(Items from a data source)

....................

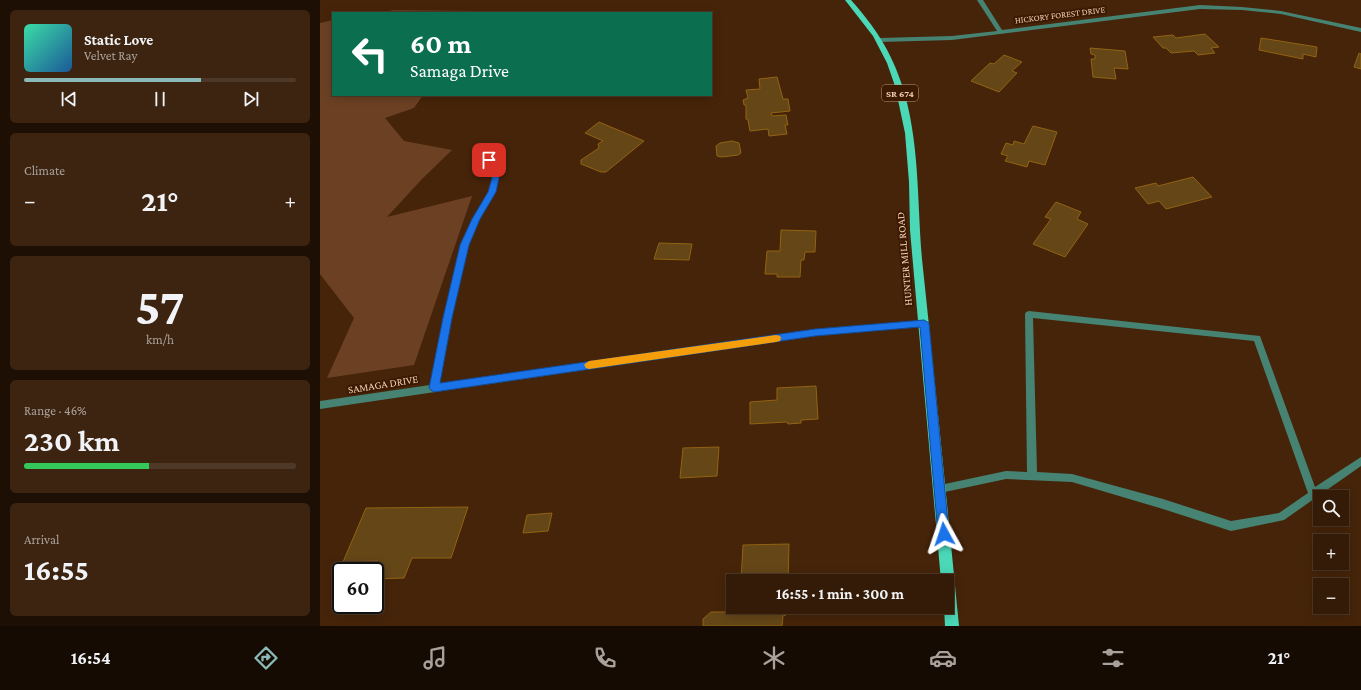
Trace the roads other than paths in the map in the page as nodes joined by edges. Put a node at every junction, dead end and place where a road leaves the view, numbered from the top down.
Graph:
1 (848, 0) edge
2 (980, 0) edge
3 (1361, 30) edge
4 (1002, 32) junction
5 (880, 40) junction
6 (489, 160) dead end
7 (924, 323) junction
8 (434, 388) junction
9 (320, 405) edge
10 (1361, 461) edge
11 (1032, 476) junction
12 (940, 489) junction
13 (1319, 490) edge
14 (1313, 494) joint
15 (952, 626) edge

1 - 5 main road, HUNTER MILL ROAD / SR 674
2 - 4 street
3 - 4 street, HICKORY FOREST DRIVE
4 - 5 street, HICKORY FOREST DRIVE
5 - 7 main road, HUNTER MILL ROAD / SR 674
6 - 8 street
7 - 8 street, SAMAGA DRIVE
7 - 12 main road, HUNTER MILL ROAD / SR 674
8 - 9 street, SAMAGA DRIVE
10 - 13 street
11 - 12 street
11 - 14 street
11 - 14 street
12 - 15 main road, HUNTER MILL ROAD / SR 674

....................

■ Activity
Produce an exact reprint of the entries, dropping the images.

■ Solved exercise
Trace the roads other than paths in the map in the page as nodes joined by edges. Put a node at every junction, dead end and place where a road leaves the view, numbered from the top down.
Graph:
1 (848, 0) edge
2 (980, 0) edge
3 (1361, 30) edge
4 (1002, 32) junction
5 (880, 40) junction
6 (489, 160) dead end
7 (924, 323) junction
8 (434, 388) junction
9 (320, 405) edge
10 (1361, 461) edge
11 (1032, 476) junction
12 (940, 489) junction
13 (1319, 490) edge
14 (1313, 494) joint
15 (952, 626) edge

1 - 5 main road, HUNTER MILL ROAD / SR 674
2 - 4 street
3 - 4 street, HICKORY FOREST DRIVE
4 - 5 street, HICKORY FOREST DRIVE
5 - 7 main road, HUNTER MILL ROAD / SR 674
6 - 8 street
7 - 8 street, SAMAGA DRIVE
7 - 12 main road, HUNTER MILL ROAD / SR 674
8 - 9 street, SAMAGA DRIVE
10 - 13 street
11 - 12 street
11 - 14 street
11 - 14 street
12 - 15 main road, HUNTER MILL ROAD / SR 674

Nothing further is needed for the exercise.